## PROBLEM REQUIREMENTS
Reproduce the records below exactly; no pictures.

## SUPPLIED DATA
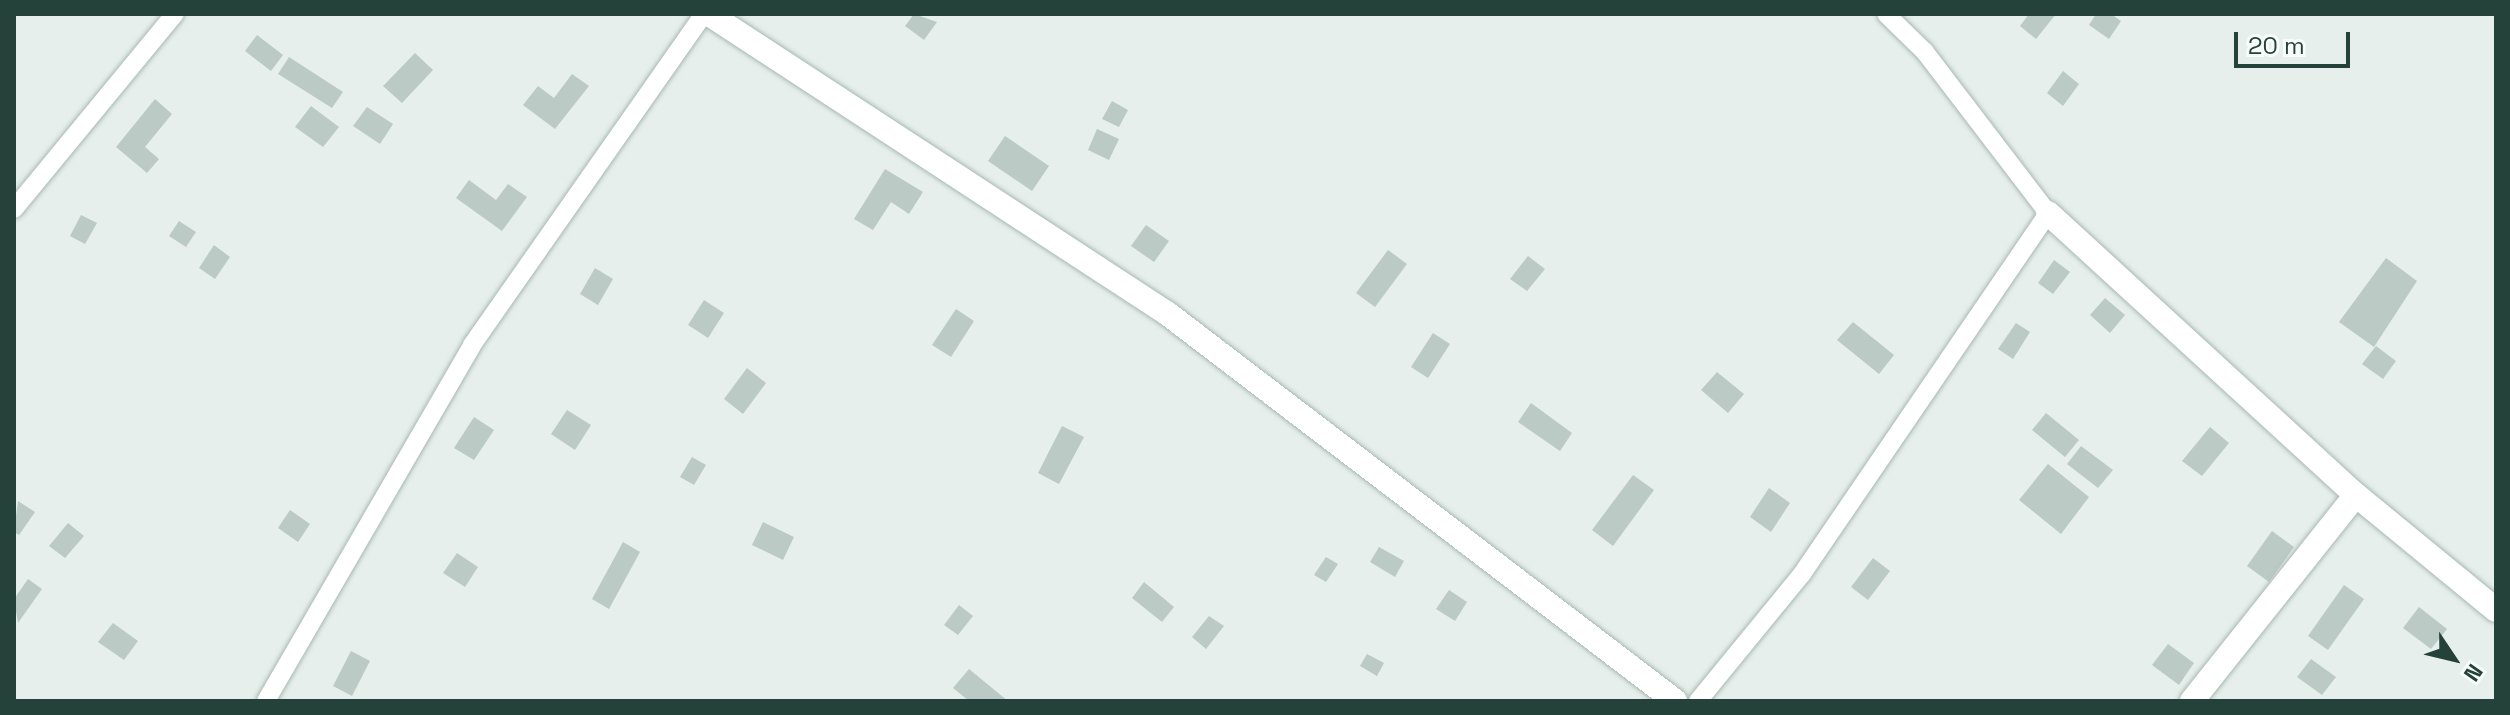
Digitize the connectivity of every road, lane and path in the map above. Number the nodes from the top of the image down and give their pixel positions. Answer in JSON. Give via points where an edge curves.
{"nodes":[{"id":1,"x":175,"y":14,"type":"edge"},
{"id":2,"x":706,"y":14,"type":"edge"},
{"id":3,"x":1886,"y":14,"type":"edge"},
{"id":4,"x":14,"y":209,"type":"edge"},
{"id":5,"x":2048,"y":213,"type":"junction"},
{"id":6,"x":2356,"y":495,"type":"junction"},
{"id":7,"x":2496,"y":610,"type":"edge"},
{"id":8,"x":266,"y":701,"type":"edge"},
{"id":9,"x":1675,"y":701,"type":"edge"},
{"id":10,"x":1698,"y":701,"type":"edge"},
{"id":11,"x":2192,"y":701,"type":"edge"}],
"edges":[{"from":1,"to":4,"type":"lane"},
{"from":2,"to":8,"type":"lane","via":[[472,345]]},
{"from":2,"to":9,"type":"street","via":[[1168,314]]},
{"from":3,"to":5,"type":"lane","via":[[1925,52]]},
{"from":5,"to":6,"type":"street"},
{"from":5,"to":10,"type":"lane","via":[[1802,574]]},
{"from":6,"to":7,"type":"street"},
{"from":6,"to":11,"type":"street"}]}
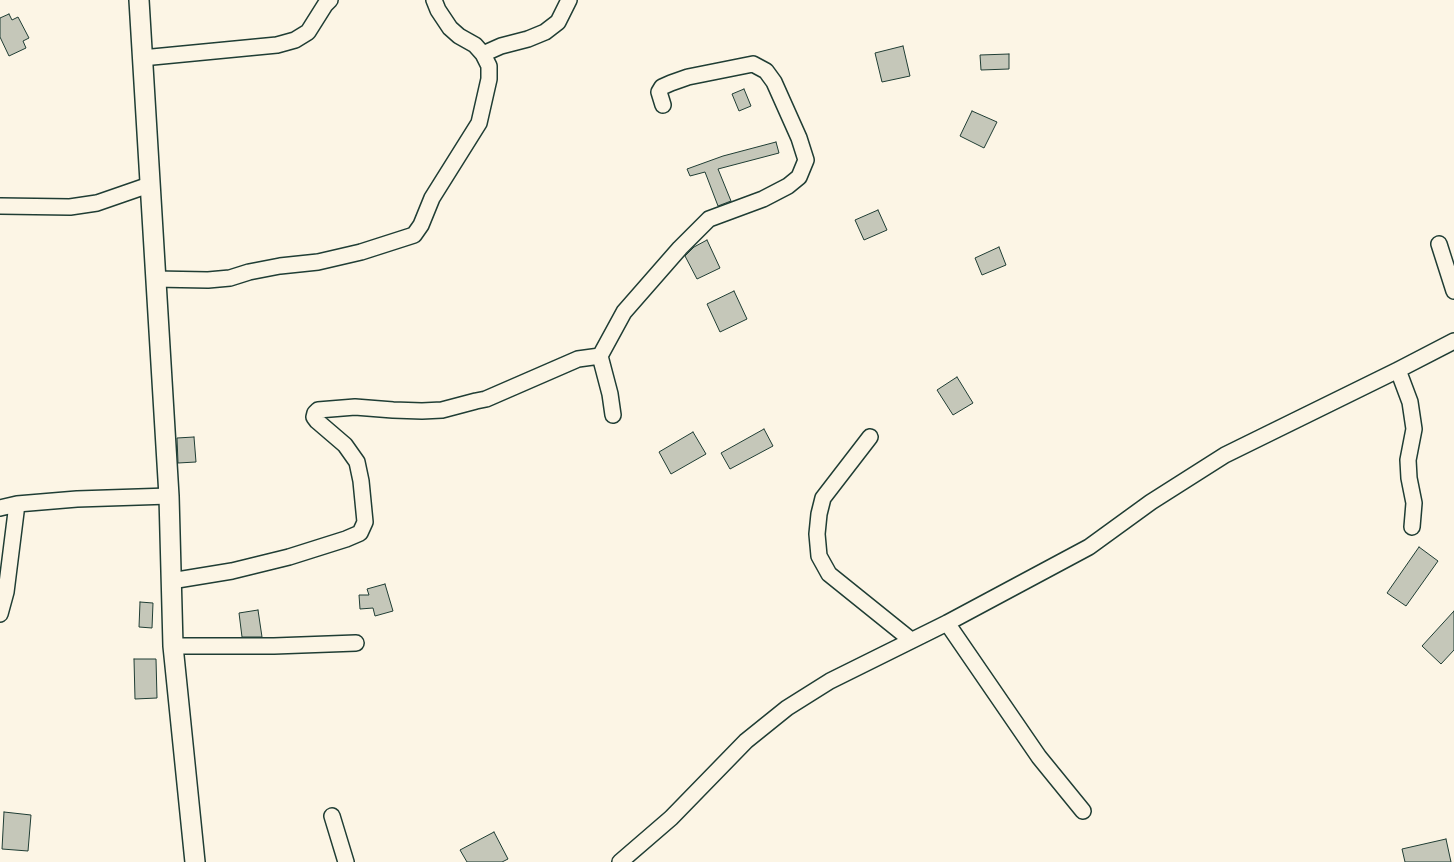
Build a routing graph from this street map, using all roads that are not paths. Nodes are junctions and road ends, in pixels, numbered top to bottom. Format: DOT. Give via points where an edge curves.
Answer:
graph roads {
  1 [pos="138,0"];
  2 [pos="330,0"];
  3 [pos="434,0"];
  4 [pos="569,0"];
  5 [pos="483,54"];
  6 [pos="142,58"];
  7 [pos="663,105"];
  8 [pos="149,185"];
  9 [pos="0,206"];
  10 [pos="1439,244"];
  11 [pos="155,279"];
  12 [pos="1454,291"];
  13 [pos="1454,341"];
  14 [pos="600,356"];
  15 [pos="1398,370"];
  16 [pos="613,415"];
  17 [pos="870,437"];
  18 [pos="169,496"];
  19 [pos="17,504"];
  20 [pos="0,508"];
  21 [pos="1412,527"];
  22 [pos="171,581"];
  23 [pos="0,614"];
  24 [pos="947,623"];
  25 [pos="911,640"];
  26 [pos="356,643"];
  27 [pos="173,646"];
  28 [pos="1083,811"];
  29 [pos="332,816"];
  30 [pos="195,862"];
  31 [pos="346,862"];
  32 [pos="620,862"];
  1 -- 6 [label="main road"];
  2 -- 6 [label="street" via="308,32 295,40 278,45"];
  3 -- 5 [label="street" via="450,28 475,45"];
  4 -- 5 [label="street" via="558,22 545,32"];
  5 -- 11 [label="street" via="489,66 489,79 479,123 432,198 414,235 361,252 318,262 249,272 230,278"];
  6 -- 8 [label="main road"];
  7 -- 14 [label="street" via="659,92 662,87 688,77 753,64 766,71 774,82 806,160 799,177 788,186 763,199 709,219 696,230 624,312"];
  8 -- 9 [label="street" via="97,203 70,207"];
  8 -- 11 [label="main road"];
  10 -- 12 [label="street"];
  11 -- 18 [label="main road"];
  13 -- 15 [label="street"];
  14 -- 16 [label="street"];
  14 -- 22 [label="street" via="578,359 486,399 442,410 422,412 356,407 318,410 314,417 344,445 357,462 365,522 360,533 289,557 232,572"];
  15 -- 21 [label="street" via="1410,402 1414,429 1408,460 1414,503"];
  15 -- 24 [label="street" via="1225,455 1151,502 1089,547"];
  17 -- 25 [label="street" via="823,498 817,534 819,556 829,574"];
  18 -- 19 [label="street"];
  18 -- 22 [label="main road"];
  19 -- 20 [label="street"];
  19 -- 23 [label="street" via="6,592"];
  22 -- 27 [label="main road"];
  24 -- 25 [label="street"];
  24 -- 28 [label="street" via="1039,757"];
  25 -- 32 [label="street" via="830,681 787,708 746,741 671,818"];
  26 -- 27 [label="street"];
  27 -- 30 [label="main road"];
  29 -- 31 [label="street"];
}
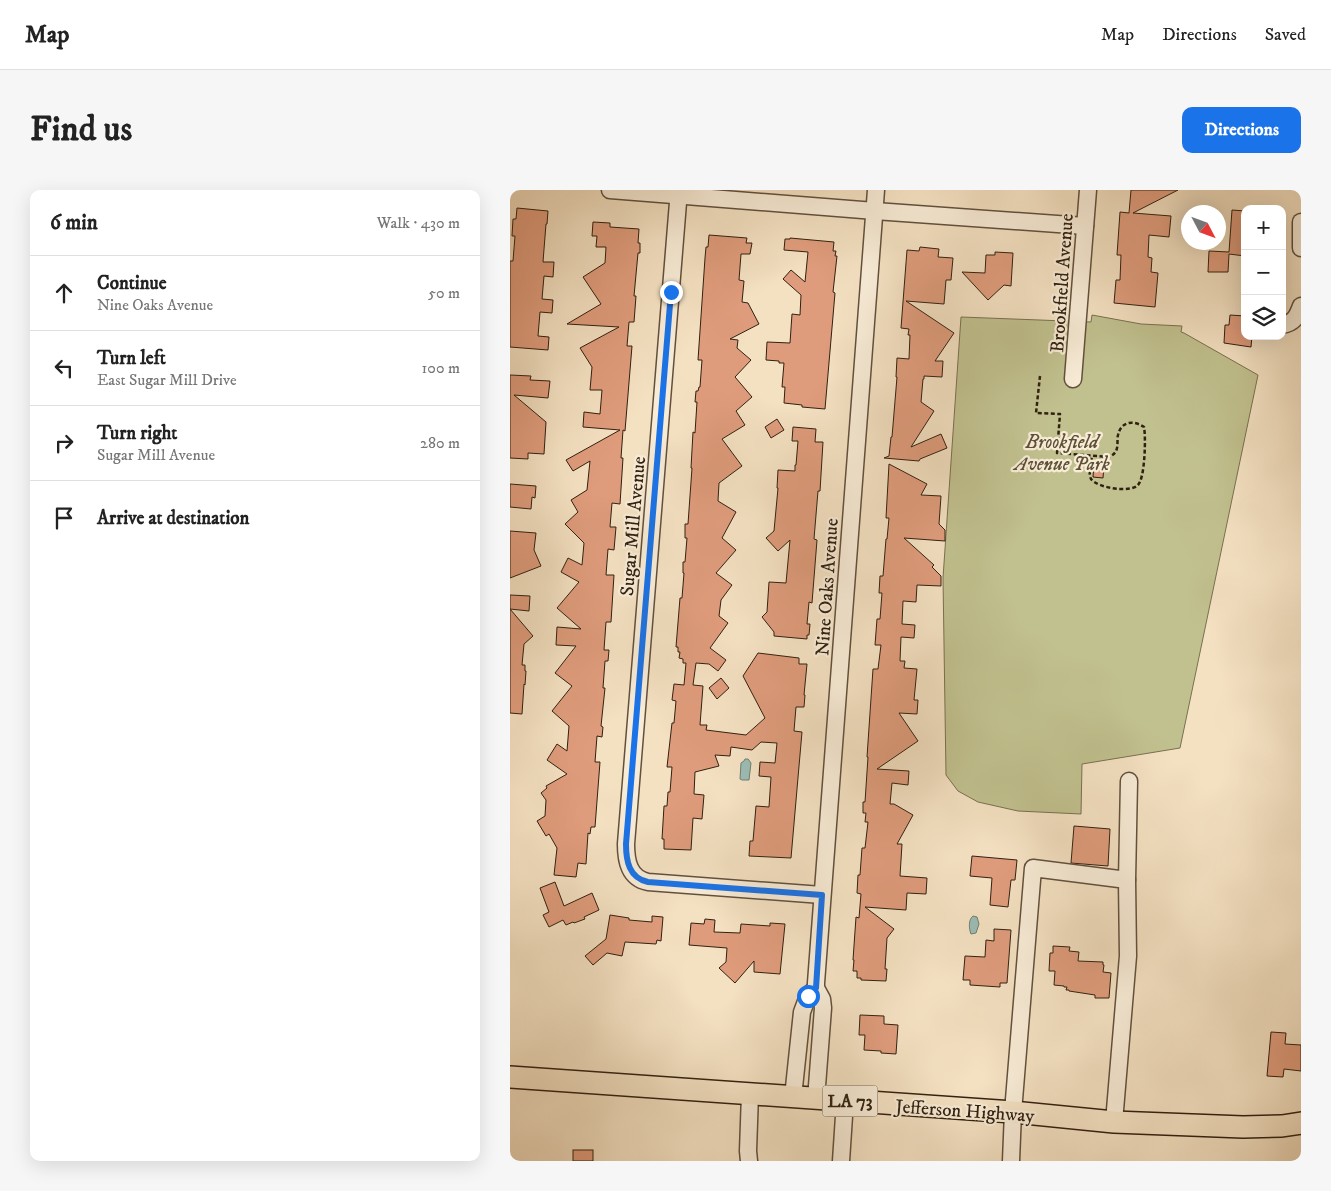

## ANSWER BOX
Digitize the connectivity of every road, lane and path in the map above. Number the nodes from the top of the image down and give their pixel positions. Answer in JSON. Give via points where an edge curves.
{"nodes":[{"id":1,"x":175,"y":14,"type":"edge"},
{"id":2,"x":706,"y":14,"type":"edge"},
{"id":3,"x":1886,"y":14,"type":"edge"},
{"id":4,"x":14,"y":209,"type":"edge"},
{"id":5,"x":2048,"y":213,"type":"junction"},
{"id":6,"x":2356,"y":495,"type":"junction"},
{"id":7,"x":2496,"y":610,"type":"edge"},
{"id":8,"x":266,"y":701,"type":"edge"},
{"id":9,"x":1675,"y":701,"type":"edge"},
{"id":10,"x":1698,"y":701,"type":"edge"},
{"id":11,"x":2192,"y":701,"type":"edge"}],
"edges":[{"from":1,"to":4,"type":"lane"},
{"from":2,"to":8,"type":"lane","via":[[472,345]]},
{"from":2,"to":9,"type":"street","via":[[1168,314]]},
{"from":3,"to":5,"type":"lane","via":[[1925,52]]},
{"from":5,"to":6,"type":"street"},
{"from":5,"to":10,"type":"lane","via":[[1802,574]]},
{"from":6,"to":7,"type":"street"},
{"from":6,"to":11,"type":"street"}]}
Build a routing graph from this street map, using all roads that are not paths. Nodes are junctions and road ends, in pixels, numbered top to bottom. Format: DOT. Give via points where an edge curves.
Answer:
graph roads {
  1 [pos="138,0"];
  2 [pos="330,0"];
  3 [pos="434,0"];
  4 [pos="569,0"];
  5 [pos="483,54"];
  6 [pos="142,58"];
  7 [pos="663,105"];
  8 [pos="149,185"];
  9 [pos="0,206"];
  10 [pos="1439,244"];
  11 [pos="155,279"];
  12 [pos="1454,291"];
  13 [pos="1454,341"];
  14 [pos="600,356"];
  15 [pos="1398,370"];
  16 [pos="613,415"];
  17 [pos="870,437"];
  18 [pos="169,496"];
  19 [pos="17,504"];
  20 [pos="0,508"];
  21 [pos="1412,527"];
  22 [pos="171,581"];
  23 [pos="0,614"];
  24 [pos="947,623"];
  25 [pos="911,640"];
  26 [pos="356,643"];
  27 [pos="173,646"];
  28 [pos="1083,811"];
  29 [pos="332,816"];
  30 [pos="195,862"];
  31 [pos="346,862"];
  32 [pos="620,862"];
  1 -- 6 [label="main road"];
  2 -- 6 [label="street" via="308,32 295,40 278,45"];
  3 -- 5 [label="street" via="450,28 475,45"];
  4 -- 5 [label="street" via="558,22 545,32"];
  5 -- 11 [label="street" via="489,66 489,79 479,123 432,198 414,235 361,252 318,262 249,272 230,278"];
  6 -- 8 [label="main road"];
  7 -- 14 [label="street" via="659,92 662,87 688,77 753,64 766,71 774,82 806,160 799,177 788,186 763,199 709,219 696,230 624,312"];
  8 -- 9 [label="street" via="97,203 70,207"];
  8 -- 11 [label="main road"];
  10 -- 12 [label="street"];
  11 -- 18 [label="main road"];
  13 -- 15 [label="street"];
  14 -- 16 [label="street"];
  14 -- 22 [label="street" via="578,359 486,399 442,410 422,412 356,407 318,410 314,417 344,445 357,462 365,522 360,533 289,557 232,572"];
  15 -- 21 [label="street" via="1410,402 1414,429 1408,460 1414,503"];
  15 -- 24 [label="street" via="1225,455 1151,502 1089,547"];
  17 -- 25 [label="street" via="823,498 817,534 819,556 829,574"];
  18 -- 19 [label="street"];
  18 -- 22 [label="main road"];
  19 -- 20 [label="street"];
  19 -- 23 [label="street" via="6,592"];
  22 -- 27 [label="main road"];
  24 -- 25 [label="street"];
  24 -- 28 [label="street" via="1039,757"];
  25 -- 32 [label="street" via="830,681 787,708 746,741 671,818"];
  26 -- 27 [label="street"];
  27 -- 30 [label="main road"];
  29 -- 31 [label="street"];
}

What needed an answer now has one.